Tag Archives: THE AMERICAN BLACKSTORY 2025

DAY 3 — Jesse Stahl

Every 8 seconds, Jesse Stahl’s life must have flashed before his eyes.

Jesse Stahl at the Pendleton, Oregon Roundup. (Courtesy of Oregon Historical Society)

He was more than “just” a rodeo rider.

Jesse Stahl demonstrated some of the most legendary horsemanship the world’s rodeo circuit has ever seen.

When his name was called, the whole arena knew they were about to see the show of a lifetime.

They also knew that no matter how skilled, how risky, or how dazzling Jesse’s ride, there was no way he’d actually win.

Though his talent was famously touted far and wide, Jesse Stahl was infamous, even among his competitors for “winning first, but getting third.”

No matter how hard Jesse rode, almost all of the judges he faced refused to score his ride higher than a white man’s. Dozens of others would allow him to ride for show, but wouldn’t let him compete at all.

The adage is that we have to work twice as hard to get half as far. And Jesse worked even harder, becoming widely renowned for feats of horsemanship no other cowboy would even attempt.

His pièce de résistance was riding a bucking bronco backwards. As if that weren’t already incredible, Jesse’s routine variations on that trick were almost superhuman.

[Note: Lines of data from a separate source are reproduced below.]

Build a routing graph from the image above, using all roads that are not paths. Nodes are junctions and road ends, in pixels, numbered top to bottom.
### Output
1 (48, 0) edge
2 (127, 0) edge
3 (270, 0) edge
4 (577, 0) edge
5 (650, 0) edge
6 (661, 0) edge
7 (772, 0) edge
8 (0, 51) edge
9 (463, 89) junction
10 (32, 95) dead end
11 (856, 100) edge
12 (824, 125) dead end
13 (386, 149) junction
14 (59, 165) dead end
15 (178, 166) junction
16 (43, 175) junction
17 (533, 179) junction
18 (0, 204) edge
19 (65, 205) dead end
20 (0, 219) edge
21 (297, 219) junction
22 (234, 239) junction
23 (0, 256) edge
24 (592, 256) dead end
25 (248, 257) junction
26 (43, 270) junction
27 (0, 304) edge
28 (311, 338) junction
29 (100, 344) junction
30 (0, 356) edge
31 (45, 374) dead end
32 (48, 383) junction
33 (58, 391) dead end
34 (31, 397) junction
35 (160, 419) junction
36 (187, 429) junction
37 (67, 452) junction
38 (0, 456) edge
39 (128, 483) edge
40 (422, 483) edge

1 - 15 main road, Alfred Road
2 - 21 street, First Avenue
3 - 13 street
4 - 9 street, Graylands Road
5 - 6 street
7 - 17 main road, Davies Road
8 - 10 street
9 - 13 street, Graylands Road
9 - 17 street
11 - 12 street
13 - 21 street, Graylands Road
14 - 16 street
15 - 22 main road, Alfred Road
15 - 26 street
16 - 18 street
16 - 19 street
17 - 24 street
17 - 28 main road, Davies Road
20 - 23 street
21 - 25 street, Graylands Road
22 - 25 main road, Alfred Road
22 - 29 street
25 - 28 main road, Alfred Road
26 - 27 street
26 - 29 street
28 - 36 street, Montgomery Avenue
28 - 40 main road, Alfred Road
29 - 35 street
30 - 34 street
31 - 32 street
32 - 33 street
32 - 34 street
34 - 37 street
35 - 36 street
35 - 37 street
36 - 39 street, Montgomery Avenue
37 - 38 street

He and Kentucky Black cowboy Ty Stokes often teamed up for what they called the “suicide ride,” where both men rode a bucking bronco simultaneously, with Ty facing forward and Jesse facing backward. According to another cowboy, Jesse even rode at least once backwards with a suitcase in his hand, exclaiming “I’m going home!”

But riding backwards was hardly the only trick up Jesse’s sleeve.

Hoolihanding,” the act of jumping from the back of a horse directly onto a bull’s before taking it down by the horns was invented and perfected by Jesse before it was eventually outlawed as too dangerous for the animals.

(Fellow Black cowboy Bill Pickett altered the move, jumping from a horse to simply wrestle a steer down by the horns, inventing what’s today known as “bulldogging.”)

A 1912 rodeo in Salinas, CA brought Jesse one of his most fearsome opponents, a bucking bronc forebodingly named Glass Eye. This unbroken horse terrified other competitors, but Jesse handled the gravity-defying ride with such ease, he even had time to ham it up.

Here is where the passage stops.